↓↓↓

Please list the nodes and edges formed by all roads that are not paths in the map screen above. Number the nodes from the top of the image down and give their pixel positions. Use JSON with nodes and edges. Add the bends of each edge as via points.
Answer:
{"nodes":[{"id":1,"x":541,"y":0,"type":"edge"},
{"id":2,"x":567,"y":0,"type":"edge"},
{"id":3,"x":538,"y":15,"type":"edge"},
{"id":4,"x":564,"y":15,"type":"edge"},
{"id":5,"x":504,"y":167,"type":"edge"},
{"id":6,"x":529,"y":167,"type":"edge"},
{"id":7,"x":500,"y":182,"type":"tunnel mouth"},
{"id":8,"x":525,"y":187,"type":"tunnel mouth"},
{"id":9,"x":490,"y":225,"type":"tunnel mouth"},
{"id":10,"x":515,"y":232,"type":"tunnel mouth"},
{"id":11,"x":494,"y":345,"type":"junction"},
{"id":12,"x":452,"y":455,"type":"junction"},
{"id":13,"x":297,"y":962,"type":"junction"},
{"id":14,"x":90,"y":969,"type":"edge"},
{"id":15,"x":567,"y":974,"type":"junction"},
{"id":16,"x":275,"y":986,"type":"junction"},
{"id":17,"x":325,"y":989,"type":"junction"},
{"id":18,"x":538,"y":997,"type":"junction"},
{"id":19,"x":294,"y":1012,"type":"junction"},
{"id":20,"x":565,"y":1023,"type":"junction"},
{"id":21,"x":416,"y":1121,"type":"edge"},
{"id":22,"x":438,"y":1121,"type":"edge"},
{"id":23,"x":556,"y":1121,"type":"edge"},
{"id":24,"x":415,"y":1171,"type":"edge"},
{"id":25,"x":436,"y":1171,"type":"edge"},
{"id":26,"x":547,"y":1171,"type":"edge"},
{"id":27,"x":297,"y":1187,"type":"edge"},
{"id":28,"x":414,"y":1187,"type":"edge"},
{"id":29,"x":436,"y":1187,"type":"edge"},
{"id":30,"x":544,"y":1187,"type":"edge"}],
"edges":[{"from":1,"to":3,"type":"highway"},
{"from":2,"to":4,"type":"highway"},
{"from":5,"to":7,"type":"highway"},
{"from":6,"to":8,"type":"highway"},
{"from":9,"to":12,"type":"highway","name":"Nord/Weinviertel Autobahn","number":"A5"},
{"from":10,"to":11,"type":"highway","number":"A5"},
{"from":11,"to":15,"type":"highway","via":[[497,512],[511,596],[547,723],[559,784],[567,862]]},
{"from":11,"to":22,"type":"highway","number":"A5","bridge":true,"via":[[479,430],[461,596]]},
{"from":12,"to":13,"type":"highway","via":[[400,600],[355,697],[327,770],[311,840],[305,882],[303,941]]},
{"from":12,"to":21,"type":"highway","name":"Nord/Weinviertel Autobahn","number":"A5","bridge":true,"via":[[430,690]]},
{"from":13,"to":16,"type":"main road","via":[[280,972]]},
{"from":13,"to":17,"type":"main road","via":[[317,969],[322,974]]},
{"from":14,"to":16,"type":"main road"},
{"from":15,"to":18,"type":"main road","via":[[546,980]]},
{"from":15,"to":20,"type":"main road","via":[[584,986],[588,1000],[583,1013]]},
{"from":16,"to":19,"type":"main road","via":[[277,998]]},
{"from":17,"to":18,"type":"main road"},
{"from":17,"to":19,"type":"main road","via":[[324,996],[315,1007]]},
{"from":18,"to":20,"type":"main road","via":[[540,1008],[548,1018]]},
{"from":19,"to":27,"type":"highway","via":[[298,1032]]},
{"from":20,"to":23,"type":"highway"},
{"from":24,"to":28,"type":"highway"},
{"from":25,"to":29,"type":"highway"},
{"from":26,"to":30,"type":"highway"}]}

↑↑↑
↓↓↓

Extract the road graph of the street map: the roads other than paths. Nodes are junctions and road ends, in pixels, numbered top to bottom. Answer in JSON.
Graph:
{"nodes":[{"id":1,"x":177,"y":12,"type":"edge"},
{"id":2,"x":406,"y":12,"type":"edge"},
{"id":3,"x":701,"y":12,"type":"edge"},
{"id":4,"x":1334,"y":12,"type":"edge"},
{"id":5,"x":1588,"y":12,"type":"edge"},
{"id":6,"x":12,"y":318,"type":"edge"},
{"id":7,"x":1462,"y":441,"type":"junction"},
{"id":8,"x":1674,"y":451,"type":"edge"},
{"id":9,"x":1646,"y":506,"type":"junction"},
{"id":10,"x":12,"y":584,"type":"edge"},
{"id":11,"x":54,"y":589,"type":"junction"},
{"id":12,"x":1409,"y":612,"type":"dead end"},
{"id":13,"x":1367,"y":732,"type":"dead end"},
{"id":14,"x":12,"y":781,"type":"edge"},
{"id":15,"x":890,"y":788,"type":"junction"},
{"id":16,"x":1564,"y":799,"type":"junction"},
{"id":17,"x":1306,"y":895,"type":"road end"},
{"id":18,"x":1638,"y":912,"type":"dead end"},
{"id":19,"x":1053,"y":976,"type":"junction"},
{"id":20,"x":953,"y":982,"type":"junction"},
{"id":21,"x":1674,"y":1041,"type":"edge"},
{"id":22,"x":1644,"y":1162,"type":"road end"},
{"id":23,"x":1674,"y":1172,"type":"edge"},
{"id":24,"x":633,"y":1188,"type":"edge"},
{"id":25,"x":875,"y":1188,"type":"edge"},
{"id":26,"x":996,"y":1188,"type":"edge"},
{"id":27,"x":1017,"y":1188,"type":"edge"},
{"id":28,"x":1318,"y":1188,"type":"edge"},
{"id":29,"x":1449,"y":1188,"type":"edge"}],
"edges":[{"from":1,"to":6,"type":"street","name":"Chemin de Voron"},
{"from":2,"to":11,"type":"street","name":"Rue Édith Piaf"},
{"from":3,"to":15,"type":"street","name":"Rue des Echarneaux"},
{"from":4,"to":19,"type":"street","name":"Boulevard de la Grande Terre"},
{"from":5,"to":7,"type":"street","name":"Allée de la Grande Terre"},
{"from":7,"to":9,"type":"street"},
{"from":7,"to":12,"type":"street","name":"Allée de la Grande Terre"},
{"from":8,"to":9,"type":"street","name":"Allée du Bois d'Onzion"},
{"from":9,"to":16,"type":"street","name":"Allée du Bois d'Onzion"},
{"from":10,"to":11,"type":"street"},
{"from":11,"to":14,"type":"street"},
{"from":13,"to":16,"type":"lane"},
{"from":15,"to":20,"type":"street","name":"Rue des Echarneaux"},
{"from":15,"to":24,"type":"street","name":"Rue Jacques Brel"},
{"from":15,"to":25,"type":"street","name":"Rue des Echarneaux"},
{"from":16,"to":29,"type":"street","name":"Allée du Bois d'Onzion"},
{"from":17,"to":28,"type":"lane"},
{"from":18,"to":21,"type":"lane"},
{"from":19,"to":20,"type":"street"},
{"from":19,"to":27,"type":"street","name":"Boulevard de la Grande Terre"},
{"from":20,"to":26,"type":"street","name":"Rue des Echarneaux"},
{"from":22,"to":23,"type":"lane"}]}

↑↑↑

> PROBLEM TO SOLVE
Count each line above where the word "mouth" appears, and answer with nothing except that count.

> FINISHED TASK
4